Content starts

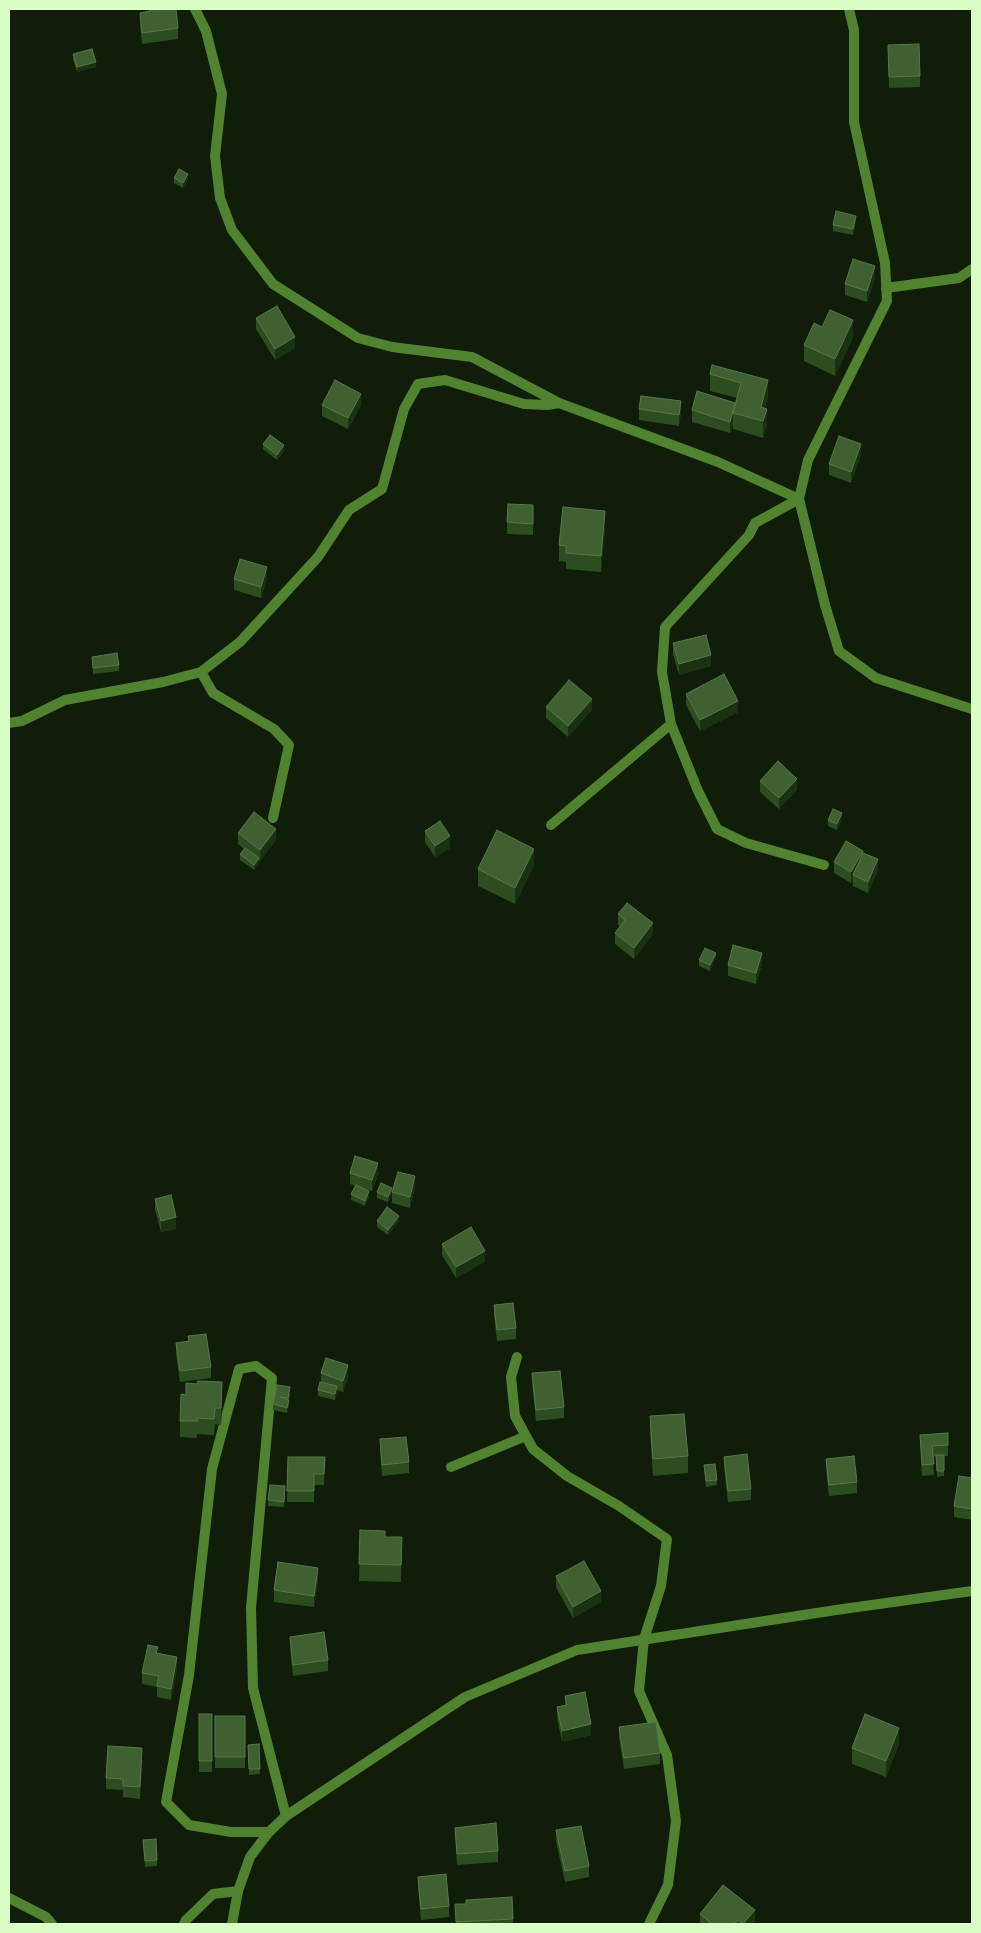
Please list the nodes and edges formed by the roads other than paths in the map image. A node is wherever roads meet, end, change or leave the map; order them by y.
1 (195, 9) edge
2 (849, 9) edge
3 (972, 269) edge
4 (886, 288) junction
5 (559, 403) junction
6 (800, 499) junction
7 (201, 672) junction
8 (972, 709) edge
9 (9, 724) edge
10 (671, 724) junction
11 (273, 818) dead end
12 (552, 825) dead end
13 (824, 865) dead end
14 (517, 1357) dead end
15 (526, 1436) junction
16 (451, 1467) dead end
17 (972, 1592) edge
18 (644, 1639) junction
19 (286, 1816) junction
20 (269, 1832) junction
21 (238, 1890) junction
22 (9, 1898) edge
23 (52, 1924) edge
24 (184, 1924) edge
25 (232, 1924) edge
26 (649, 1924) edge

1 - 5 street
2 - 4 street
3 - 4 street
4 - 6 street
5 - 6 street
5 - 7 street
6 - 8 street
6 - 10 street
7 - 9 street
7 - 11 street
10 - 12 street
10 - 13 street
14 - 15 street
15 - 16 street
15 - 18 street
17 - 18 street
18 - 19 street
18 - 26 street
19 - 20 street
19 - 20 street
20 - 21 street
21 - 24 street
21 - 25 street
22 - 23 street

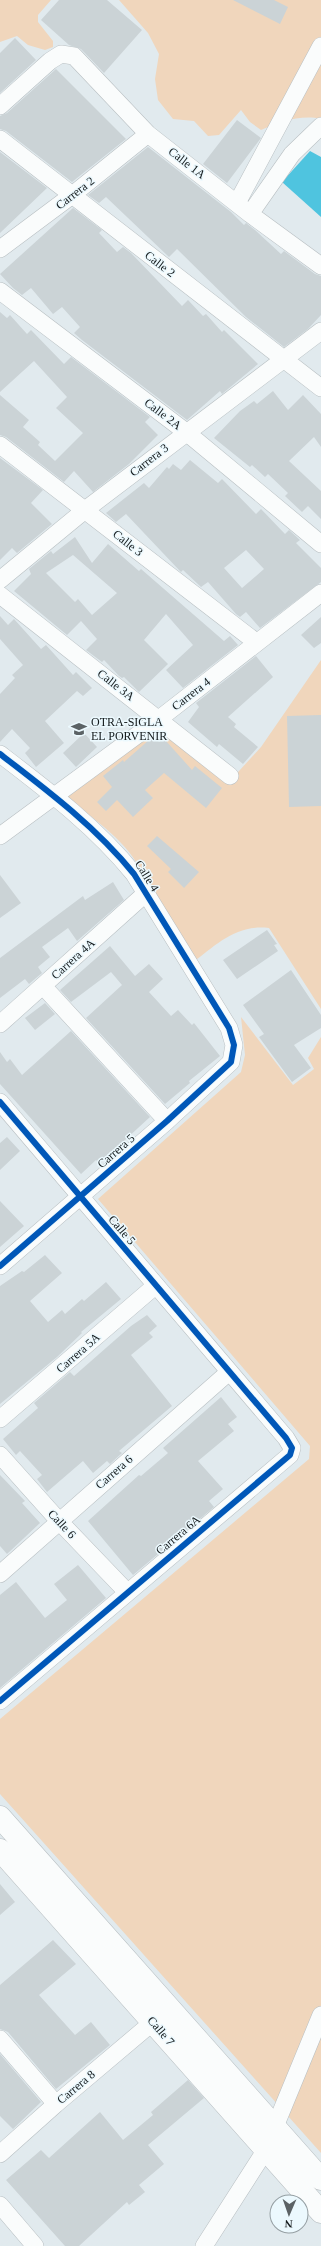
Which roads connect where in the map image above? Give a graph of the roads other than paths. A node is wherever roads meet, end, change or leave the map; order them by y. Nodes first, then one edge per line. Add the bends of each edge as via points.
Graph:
1 (321, 46) edge
2 (0, 106) edge
3 (321, 126) edge
4 (148, 134) junction
5 (0, 139) edge
6 (71, 196) junction
7 (237, 203) junction
8 (250, 214) junction
9 (0, 249) edge
10 (321, 266) edge
11 (0, 291) edge
12 (321, 331) edge
13 (284, 358) junction
14 (321, 388) edge
15 (186, 432) junction
16 (0, 445) edge
17 (85, 510) junction
18 (321, 544) edge
19 (0, 580) edge
20 (321, 593) edge
21 (0, 595) edge
22 (256, 642) junction
23 (160, 719) junction
24 (0, 754) edge
25 (230, 776) dead end
26 (53, 795) junction
27 (0, 836) edge
28 (145, 894) junction
29 (43, 986) junction
30 (3, 1015) edge
31 (234, 1045) joint
32 (0, 1102) edge
33 (167, 1121) junction
34 (79, 1197) junction
35 (0, 1266) edge
36 (155, 1286) junction
37 (228, 1372) junction
38 (0, 1419) edge
39 (0, 1455) edge
40 (59, 1521) junction
41 (0, 1574) edge
42 (127, 1592) junction
43 (0, 1702) edge
44 (0, 1818) edge
45 (2, 1856) edge
46 (321, 2015) edge
47 (153, 2022) junction
48 (0, 2040) edge
49 (56, 2104) junction
50 (276, 2128) junction
51 (266, 2151) junction
52 (0, 2154) edge
53 (321, 2179) edge
54 (0, 2205) edge
55 (321, 2212) edge
56 (35, 2246) edge
57 (204, 2246) edge

1 - 7 street
2 - 4 street, Calle 1A via 61,54 74,56
3 - 8 street via 292,154
4 - 6 street, Carrera 2
4 - 7 street, Calle 1A
5 - 6 street, Calle 2
6 - 9 street, Carrera 2
6 - 13 street, Calle 2
7 - 8 street, Calle 1A
8 - 10 street, Calle 1A
11 - 15 street, Calle 2A
12 - 13 street, Carrera 3
13 - 14 street, Calle 2
13 - 15 street, Carrera 3
15 - 17 street, Carrera 3
15 - 18 street, Calle 2A
16 - 17 street, Calle 3
17 - 19 street, Carrera 3
17 - 22 street, Calle 3
20 - 22 street, Carrera 4
21 - 23 street, Calle 3A
22 - 23 street, Carrera 4
23 - 25 street, Calle 3A
23 - 26 street, Carrera 4
24 - 26 street, Calle 4
26 - 27 street, Carrera 4
26 - 28 street, Calle 4 via 117,852
28 - 29 street, Carrera 4A
28 - 31 street, Calle 4 via 229,1028
29 - 30 street, Carrera 4A
29 - 33 street
31 - 33 street, Carrera 5 via 231,1062
32 - 34 street, Calle 5
33 - 34 street, Carrera 5
34 - 35 street, Carrera 5
34 - 36 street, Calle 5
36 - 37 street, Calle 5
36 - 38 street, Carrera 5A
37 - 40 street, Carrera 6
37 - 42 street, Carrera 6A via 286,1438 292,1448 290,1455
39 - 40 street, Calle 6
40 - 41 street, Carrera 6
40 - 42 street, Calle 6
42 - 43 street, Carrera 6A
44 - 50 main road, Calle 7
45 - 47 main road, Calle 7
46 - 50 street
47 - 49 street, Carrera 8
47 - 51 main road, Calle 7
48 - 49 street
49 - 52 street, Carrera 8
50 - 51 street
50 - 53 main road, Calle 7
51 - 55 main road, Calle 7
51 - 57 street
54 - 56 street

Content ends

**Task details:**
Scan the material above. Extract every line in which the word "paths" occurs.

**Task output:**
Please list the nodes and edges formed by the roads other than paths in the map image. A node is wherever roads meet, end, change or leave the map; order them by y.
Which roads connect where in the map image above? Give a graph of the roads other than paths. A node is wherever roads meet, end, change or leave the map; order them by y. Nodes first, then one edge per line. Add the bends of each edge as via points.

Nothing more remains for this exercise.